The question seeks to find the probability that the die drawn is unfair given that it was thrown $5$ times and all throws were $3$s. Hence, we seek to calculate $\mathrm{P}(\mathrm{Unfair}\,|\,\text{5 threes})$. According to Bayes' theorem, we have:
$$
\mathrm{P}(\mathrm{Unfair}\,|\,\text{5 threes}) = \frac{\mathrm{P}(\text{5 threes}\,|\,\mathrm{Unfair})\cdot \mathrm{P}(\mathrm{Unfair})}{\mathrm{P}(\text{5 threes}\,|\,\mathrm{Fair})\cdot \mathrm{P}(\mathrm{Fair}) + \mathrm{P}(\text{5 threes}\,|\,\text{Unfair})\cdot \mathrm{P}(\text{Unfair})}
$$
Now what's the probability to get $5$ $3$s when you picked the unfair die?
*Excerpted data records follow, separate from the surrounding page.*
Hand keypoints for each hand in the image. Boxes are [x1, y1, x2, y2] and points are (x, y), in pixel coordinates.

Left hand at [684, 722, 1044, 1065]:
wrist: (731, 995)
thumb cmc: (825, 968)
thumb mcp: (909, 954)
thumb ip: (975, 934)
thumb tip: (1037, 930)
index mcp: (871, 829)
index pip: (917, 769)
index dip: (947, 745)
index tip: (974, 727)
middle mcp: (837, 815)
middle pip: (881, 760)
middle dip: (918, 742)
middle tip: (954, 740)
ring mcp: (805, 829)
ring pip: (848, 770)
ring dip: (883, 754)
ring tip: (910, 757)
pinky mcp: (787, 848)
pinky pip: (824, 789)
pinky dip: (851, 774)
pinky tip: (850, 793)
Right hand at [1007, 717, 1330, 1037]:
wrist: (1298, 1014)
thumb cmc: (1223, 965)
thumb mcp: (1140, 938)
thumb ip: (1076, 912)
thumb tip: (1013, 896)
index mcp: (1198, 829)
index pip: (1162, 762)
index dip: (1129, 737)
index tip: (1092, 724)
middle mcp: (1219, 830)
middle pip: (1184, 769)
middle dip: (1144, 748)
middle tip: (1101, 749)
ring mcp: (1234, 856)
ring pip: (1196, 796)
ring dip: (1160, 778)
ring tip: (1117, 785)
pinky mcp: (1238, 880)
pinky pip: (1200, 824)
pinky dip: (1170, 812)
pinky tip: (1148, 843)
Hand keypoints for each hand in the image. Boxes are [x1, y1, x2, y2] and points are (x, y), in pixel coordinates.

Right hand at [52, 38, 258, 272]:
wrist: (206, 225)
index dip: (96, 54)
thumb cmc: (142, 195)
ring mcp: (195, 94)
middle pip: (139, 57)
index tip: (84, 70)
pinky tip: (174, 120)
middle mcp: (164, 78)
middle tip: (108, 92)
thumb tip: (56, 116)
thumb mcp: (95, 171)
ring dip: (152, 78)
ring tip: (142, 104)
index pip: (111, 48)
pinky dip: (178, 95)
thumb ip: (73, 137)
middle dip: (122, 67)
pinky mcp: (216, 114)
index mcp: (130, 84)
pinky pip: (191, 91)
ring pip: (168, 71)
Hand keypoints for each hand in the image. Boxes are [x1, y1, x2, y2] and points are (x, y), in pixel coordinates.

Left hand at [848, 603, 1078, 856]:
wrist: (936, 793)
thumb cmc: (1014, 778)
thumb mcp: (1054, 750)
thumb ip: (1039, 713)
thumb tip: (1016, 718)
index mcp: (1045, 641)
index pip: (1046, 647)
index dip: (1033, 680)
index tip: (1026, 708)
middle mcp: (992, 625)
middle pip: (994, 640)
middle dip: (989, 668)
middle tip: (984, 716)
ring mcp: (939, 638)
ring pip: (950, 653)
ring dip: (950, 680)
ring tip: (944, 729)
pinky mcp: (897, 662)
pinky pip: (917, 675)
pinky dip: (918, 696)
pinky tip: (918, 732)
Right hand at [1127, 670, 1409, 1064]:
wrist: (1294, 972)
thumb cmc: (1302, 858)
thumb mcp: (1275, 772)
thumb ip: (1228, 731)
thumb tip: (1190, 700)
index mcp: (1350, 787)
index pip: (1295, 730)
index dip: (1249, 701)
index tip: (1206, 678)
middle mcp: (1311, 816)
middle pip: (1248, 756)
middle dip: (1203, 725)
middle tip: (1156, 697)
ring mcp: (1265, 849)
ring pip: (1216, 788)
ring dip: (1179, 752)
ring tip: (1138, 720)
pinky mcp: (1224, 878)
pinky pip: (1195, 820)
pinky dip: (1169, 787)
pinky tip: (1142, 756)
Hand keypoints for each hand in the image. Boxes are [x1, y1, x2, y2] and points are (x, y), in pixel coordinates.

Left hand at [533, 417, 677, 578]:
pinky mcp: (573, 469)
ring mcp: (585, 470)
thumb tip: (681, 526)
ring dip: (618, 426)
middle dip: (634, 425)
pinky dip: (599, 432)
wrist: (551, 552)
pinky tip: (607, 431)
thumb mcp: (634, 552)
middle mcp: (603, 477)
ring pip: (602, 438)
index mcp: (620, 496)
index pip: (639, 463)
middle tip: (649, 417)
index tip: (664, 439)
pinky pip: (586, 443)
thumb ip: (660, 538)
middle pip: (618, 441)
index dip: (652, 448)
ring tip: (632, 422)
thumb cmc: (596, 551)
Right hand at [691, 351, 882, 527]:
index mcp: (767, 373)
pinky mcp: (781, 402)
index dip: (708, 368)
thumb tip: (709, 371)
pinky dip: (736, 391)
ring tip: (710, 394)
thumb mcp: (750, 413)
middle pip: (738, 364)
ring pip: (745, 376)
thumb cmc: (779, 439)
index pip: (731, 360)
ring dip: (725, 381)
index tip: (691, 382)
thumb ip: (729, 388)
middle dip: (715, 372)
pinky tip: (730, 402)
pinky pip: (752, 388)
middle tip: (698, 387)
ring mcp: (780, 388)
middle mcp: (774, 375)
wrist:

Well it's $1$ (100%) so $\mathrm{P}(\text{5 threes}\,|\,\text{Unfair}) = 1$ because it always shows a $3$. What's the probability of getting $5$ $3$s when you picked a fair die? It's $(1/6)^5$, so $\mathrm{P}(\text{5 threes}\,|\,\mathrm{Fair}) = (1/6)^5$.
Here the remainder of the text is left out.